Brazil nuts contain large amounts of antioxidants, which aid in keeping the brain functioning well, and are prized for mineral antioxidant properties, like high a selenium content.
The Brazil nut is well-regarded in the culinary world for a smooth, buttery texture and rich, nutty taste. Brazil nuts can be cooked or roasted and then used to make sauces such as pesto or most commonly added to a trail mix. You will often find the seed in part of a granola mix or even used as a crust. Vegan nut milk and cheese can be made from Brazil nuts, thanks to the smooth texture. On my travels in Northwestern France, I will never forget a crepe stall in a local market that served the most amazing banana, Brazil nut and bitter chocolate crepe. The texture of the nut in contrast to the smooth banana and warm dripping chocolate was amazing.
Source Brazil nuts from a reputable supplier and either buy in the shell or peeled and cleaned. Most large supermarkets or health food stores will carry Brazil nuts both ways. If for snacking, I recommend buying in the shell and cracking piece by piece. If using in larger culinary applications, go for the shelled and bagged variety. Brazil nuts are best stored in a cool dark pantry and will normally last around a month in a sealed container. If needed, refrigeration can extend the lifespan up to a few months.
Walnuts
As a cook, I am a self-confessed walnut “nut.” Although, as with the Brazil nut, the walnut is botanically the seed of a drupe. The stone fruit can be opened after ripening to reveal walnut seeds. The seed has a rich coating that is ripe with antioxidants.
Walnuts come in a few varieties, including the English walnut and the black walnut. The English variety is most commonly consumed globally, and black walnuts grow in large quantities in North America where they are more commonly found. English walnuts taste subtle, buttery and smooth. Black walnuts, on the other hand, have a stronger flavor: a little bitter with a lasting earthy aftertaste.
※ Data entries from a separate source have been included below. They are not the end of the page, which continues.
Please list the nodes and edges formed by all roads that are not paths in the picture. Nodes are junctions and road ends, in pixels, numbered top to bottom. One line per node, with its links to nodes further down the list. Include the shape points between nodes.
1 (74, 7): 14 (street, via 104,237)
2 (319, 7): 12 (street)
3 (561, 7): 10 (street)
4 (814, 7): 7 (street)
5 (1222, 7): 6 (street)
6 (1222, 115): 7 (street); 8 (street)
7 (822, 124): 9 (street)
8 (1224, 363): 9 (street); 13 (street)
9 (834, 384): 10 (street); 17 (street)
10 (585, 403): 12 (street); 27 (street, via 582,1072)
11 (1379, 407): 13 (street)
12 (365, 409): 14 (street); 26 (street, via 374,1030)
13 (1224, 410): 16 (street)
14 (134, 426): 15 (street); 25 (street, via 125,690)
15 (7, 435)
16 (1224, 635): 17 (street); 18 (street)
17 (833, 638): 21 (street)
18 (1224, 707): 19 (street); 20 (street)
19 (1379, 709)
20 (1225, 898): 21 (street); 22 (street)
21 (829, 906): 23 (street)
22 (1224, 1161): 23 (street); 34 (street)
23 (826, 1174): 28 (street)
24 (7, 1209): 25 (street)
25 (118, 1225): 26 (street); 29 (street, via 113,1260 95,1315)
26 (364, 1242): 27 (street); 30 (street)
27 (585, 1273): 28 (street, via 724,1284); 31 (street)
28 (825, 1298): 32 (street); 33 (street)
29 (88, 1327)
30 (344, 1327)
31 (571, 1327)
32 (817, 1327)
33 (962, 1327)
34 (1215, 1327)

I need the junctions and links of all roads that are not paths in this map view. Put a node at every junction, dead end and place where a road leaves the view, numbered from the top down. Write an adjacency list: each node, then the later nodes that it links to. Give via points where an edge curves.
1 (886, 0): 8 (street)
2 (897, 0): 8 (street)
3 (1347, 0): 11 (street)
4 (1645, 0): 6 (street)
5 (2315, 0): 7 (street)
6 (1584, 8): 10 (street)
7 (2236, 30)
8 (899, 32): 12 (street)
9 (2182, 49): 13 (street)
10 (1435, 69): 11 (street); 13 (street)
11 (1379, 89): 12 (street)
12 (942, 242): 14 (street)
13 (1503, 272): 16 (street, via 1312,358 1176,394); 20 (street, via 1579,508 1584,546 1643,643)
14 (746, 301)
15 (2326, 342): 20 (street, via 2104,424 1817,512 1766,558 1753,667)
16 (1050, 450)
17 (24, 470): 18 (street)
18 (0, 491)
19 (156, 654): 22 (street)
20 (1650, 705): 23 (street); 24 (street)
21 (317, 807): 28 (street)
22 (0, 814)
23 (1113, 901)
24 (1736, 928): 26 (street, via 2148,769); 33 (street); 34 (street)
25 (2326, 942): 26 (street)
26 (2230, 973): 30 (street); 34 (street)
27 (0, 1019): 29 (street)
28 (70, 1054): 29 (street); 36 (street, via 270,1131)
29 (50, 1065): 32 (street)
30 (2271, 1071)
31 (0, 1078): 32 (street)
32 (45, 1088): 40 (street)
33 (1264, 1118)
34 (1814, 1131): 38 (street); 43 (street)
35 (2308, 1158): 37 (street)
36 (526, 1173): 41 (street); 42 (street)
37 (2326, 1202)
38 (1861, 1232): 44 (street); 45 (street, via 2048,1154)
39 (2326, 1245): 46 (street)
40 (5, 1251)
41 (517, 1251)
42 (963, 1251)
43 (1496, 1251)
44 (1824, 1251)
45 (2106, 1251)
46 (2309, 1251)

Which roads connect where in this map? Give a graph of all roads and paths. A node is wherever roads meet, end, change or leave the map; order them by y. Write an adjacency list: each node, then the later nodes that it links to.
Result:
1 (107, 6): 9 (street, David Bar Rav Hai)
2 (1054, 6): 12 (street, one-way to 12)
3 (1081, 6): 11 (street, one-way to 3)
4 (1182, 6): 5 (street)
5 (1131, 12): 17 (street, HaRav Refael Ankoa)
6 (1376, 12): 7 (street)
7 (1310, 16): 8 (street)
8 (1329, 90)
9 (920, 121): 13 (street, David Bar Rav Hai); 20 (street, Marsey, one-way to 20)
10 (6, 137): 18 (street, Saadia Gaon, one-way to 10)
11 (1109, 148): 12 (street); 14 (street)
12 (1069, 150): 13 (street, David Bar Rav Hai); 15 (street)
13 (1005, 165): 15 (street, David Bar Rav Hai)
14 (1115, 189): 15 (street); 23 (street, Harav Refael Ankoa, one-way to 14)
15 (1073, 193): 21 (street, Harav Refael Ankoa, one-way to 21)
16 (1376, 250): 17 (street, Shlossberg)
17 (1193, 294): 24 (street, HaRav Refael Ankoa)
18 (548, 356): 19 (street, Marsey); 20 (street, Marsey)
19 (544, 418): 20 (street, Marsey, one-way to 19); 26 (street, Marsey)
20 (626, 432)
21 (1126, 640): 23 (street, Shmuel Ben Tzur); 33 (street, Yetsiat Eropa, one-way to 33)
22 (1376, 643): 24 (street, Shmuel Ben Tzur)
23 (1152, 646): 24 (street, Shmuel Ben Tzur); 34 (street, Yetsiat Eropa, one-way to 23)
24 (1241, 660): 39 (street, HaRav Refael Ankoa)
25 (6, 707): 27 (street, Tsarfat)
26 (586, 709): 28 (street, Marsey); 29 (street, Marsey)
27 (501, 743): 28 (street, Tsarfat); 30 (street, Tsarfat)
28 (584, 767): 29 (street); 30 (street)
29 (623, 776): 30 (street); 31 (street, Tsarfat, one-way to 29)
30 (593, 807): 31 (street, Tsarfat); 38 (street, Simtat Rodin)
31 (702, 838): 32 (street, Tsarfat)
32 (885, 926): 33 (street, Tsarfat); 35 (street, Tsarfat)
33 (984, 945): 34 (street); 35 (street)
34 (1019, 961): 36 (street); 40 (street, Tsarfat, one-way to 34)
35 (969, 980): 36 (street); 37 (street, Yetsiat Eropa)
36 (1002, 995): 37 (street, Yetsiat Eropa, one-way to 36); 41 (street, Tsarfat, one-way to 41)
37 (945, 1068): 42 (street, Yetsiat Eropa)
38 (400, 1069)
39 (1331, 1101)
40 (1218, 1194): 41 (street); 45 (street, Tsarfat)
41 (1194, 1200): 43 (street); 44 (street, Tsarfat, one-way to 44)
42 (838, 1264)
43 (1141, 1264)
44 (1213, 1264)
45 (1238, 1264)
Omega-3 polyunsaturated fatty acids make walnuts an essential food for brain function and immune system repair. Walnuts are also high in vitamin E and folic acid, which help to support the heart.
The versatility of the walnut makes it the champion of the nut (seed, really) world. Walnuts are used worldwide in sweet and savory applications and work well with other flavor notes such as rich and tart. One of my go-to dishes at home is a simple salad made from bitter endive leaves, sharp and tangy Granny Smith apples, salty Roquefort cheese and a handful of caramelized walnuts. The sugary coating on the walnuts works well to balance the inherent earthy flavor and combines magically to complement the other bold flavors of the dish, not to mention a good crunch with every bite.
Another favorite application of mine is a super simple banana bread loaf made with overripe bananas and a handful of English walnuts for texture and buttery flavor. Use walnuts in lieu of pine nuts in any pesto recipe for an earthy and buttery dressing, and try roasting, grinding and adding to a smoothie.
Always source walnuts from a reputable supplier or supermarket. Walnuts often carry the risk of being tainted by high temperatures, so be sure to keep in a cool, dark environment and they will last for two months. If you are keeping small quantities, place in the refrigerator and keep for three to four months.